-- Opening Marker --

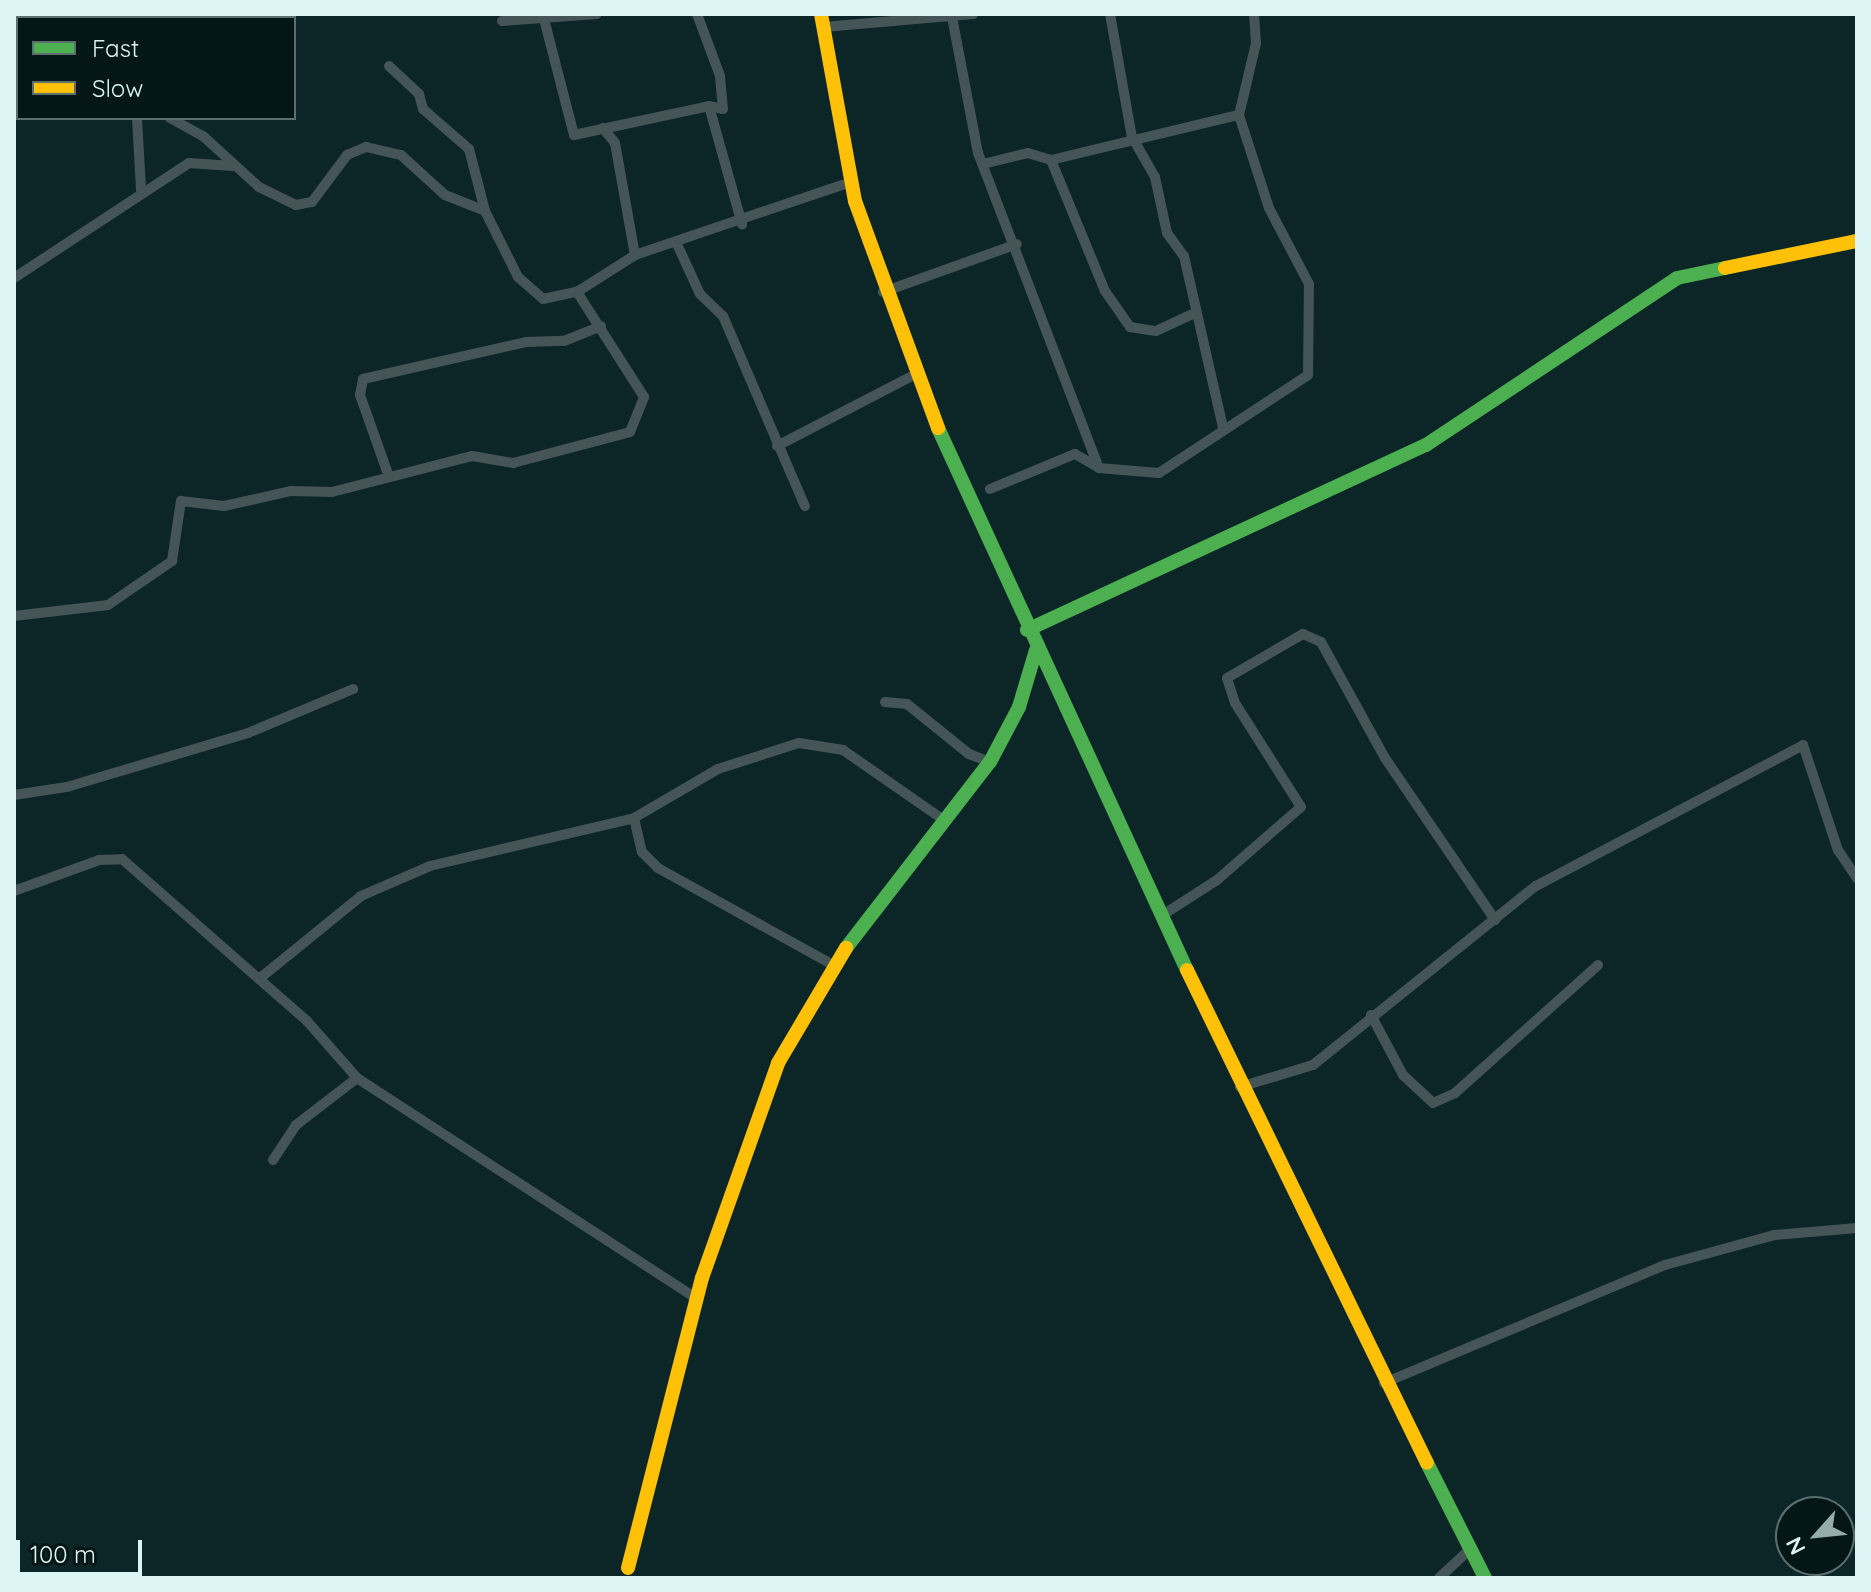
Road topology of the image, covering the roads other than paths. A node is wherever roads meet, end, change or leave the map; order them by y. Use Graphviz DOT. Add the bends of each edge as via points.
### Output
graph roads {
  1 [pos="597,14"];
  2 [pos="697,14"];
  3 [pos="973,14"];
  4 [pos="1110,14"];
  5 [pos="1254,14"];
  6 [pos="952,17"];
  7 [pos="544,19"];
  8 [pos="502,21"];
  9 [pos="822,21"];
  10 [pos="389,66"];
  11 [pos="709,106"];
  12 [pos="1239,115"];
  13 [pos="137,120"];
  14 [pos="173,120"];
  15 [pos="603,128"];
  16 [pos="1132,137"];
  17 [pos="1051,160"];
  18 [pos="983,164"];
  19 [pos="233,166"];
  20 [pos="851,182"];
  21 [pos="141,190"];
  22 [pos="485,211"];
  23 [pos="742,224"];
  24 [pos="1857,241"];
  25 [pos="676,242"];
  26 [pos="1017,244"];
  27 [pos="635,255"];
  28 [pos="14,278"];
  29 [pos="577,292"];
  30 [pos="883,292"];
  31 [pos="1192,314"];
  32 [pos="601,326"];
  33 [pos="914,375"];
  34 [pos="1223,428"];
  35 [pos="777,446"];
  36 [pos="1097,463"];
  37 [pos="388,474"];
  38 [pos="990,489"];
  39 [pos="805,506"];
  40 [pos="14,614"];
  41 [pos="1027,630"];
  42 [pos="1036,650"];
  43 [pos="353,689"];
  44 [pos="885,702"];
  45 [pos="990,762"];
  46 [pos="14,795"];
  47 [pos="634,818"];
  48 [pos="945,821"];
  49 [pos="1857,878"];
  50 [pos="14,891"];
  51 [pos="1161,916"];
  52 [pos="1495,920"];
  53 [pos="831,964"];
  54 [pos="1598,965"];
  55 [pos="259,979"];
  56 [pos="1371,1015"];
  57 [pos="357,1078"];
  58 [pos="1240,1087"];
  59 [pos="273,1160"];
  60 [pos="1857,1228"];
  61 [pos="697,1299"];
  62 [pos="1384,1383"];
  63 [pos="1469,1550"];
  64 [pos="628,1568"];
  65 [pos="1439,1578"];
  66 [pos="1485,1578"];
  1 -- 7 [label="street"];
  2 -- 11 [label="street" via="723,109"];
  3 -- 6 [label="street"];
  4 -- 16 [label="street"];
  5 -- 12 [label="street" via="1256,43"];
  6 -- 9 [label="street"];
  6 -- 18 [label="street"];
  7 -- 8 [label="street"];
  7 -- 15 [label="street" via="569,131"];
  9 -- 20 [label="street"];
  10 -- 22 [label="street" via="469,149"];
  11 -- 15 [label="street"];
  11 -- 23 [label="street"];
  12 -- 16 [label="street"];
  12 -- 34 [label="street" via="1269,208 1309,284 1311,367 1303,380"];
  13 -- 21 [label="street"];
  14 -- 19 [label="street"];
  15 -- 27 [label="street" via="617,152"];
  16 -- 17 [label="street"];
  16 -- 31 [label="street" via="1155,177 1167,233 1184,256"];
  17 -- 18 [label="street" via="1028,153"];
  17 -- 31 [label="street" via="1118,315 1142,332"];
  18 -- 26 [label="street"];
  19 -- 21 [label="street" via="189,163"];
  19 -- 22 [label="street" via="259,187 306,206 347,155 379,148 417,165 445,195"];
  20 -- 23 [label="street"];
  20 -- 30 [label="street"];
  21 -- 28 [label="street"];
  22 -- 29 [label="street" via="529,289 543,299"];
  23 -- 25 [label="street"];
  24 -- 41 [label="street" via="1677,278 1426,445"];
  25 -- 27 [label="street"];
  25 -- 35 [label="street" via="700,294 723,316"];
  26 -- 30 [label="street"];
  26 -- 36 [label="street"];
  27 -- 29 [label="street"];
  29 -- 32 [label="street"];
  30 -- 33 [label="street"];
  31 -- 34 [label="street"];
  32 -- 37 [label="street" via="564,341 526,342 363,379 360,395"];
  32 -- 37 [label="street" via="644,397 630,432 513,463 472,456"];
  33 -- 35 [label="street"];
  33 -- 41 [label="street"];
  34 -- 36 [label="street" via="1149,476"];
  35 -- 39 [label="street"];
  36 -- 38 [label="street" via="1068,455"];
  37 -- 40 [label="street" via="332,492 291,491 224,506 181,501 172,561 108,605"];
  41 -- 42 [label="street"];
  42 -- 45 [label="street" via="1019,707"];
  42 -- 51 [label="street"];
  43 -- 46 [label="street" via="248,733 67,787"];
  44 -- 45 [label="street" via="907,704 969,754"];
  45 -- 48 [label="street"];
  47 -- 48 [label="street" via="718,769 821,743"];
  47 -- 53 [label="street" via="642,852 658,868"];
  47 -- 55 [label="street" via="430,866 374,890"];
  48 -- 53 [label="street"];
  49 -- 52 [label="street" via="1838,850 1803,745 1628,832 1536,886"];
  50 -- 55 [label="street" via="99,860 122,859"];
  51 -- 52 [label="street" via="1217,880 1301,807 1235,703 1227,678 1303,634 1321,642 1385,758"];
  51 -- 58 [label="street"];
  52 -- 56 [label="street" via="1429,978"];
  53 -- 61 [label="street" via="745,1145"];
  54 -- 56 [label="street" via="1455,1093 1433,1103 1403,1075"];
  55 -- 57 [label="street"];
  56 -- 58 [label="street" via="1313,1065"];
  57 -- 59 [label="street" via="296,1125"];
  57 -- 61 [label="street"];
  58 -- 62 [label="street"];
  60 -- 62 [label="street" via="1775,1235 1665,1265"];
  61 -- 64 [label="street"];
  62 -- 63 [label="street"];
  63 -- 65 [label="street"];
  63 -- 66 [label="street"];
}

-- Closing Marker --

Your task:
Look through the listing above and copy each line with the word "roads" in it.

Result for this task:
Road topology of the image, covering the roads other than paths. A node is wherever roads meet, end, change or leave the map; order them by y. Use Graphviz DOT. Add the bends of each edge as via points.
graph roads {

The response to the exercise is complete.